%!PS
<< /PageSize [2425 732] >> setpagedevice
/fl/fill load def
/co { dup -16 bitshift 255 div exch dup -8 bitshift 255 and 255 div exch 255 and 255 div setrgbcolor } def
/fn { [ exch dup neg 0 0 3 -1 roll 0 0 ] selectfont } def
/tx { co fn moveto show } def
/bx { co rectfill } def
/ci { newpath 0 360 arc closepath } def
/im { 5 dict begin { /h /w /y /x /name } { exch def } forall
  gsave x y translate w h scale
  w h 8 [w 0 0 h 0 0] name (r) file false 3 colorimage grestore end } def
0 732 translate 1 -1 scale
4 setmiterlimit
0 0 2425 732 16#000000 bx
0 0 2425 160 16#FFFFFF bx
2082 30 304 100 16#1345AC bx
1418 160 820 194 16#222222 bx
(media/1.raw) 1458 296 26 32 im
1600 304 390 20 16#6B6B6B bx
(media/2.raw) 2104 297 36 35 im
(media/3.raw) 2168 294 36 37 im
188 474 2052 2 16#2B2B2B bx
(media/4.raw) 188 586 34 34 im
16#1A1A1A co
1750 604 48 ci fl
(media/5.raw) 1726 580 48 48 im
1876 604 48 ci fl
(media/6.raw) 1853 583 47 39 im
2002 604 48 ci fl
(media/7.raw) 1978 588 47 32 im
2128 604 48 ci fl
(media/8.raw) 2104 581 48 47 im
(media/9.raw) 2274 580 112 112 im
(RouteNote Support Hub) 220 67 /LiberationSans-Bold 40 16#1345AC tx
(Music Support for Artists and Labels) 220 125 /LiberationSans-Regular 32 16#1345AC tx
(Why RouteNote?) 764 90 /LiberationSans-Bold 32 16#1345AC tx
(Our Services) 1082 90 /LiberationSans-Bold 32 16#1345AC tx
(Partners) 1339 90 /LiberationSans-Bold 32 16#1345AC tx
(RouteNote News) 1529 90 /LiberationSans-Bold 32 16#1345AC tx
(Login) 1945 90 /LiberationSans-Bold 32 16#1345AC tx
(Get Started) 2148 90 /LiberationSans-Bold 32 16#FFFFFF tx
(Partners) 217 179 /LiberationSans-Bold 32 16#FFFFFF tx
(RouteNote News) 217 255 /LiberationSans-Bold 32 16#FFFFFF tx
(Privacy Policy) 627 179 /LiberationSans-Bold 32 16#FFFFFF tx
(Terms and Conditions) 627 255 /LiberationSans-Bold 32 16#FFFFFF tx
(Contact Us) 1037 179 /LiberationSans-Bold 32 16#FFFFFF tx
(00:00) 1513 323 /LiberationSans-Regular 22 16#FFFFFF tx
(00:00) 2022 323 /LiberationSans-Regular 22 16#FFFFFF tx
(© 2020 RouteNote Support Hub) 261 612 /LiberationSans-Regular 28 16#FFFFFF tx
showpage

□ □ □ □ □

Collect each line above holding the string "name".

/im { 5 dict begin { /h /w /y /x /name } { exch def } forall
  w h 8 [w 0 0 h 0 0] name (r) file false 3 colorimage grestore end } def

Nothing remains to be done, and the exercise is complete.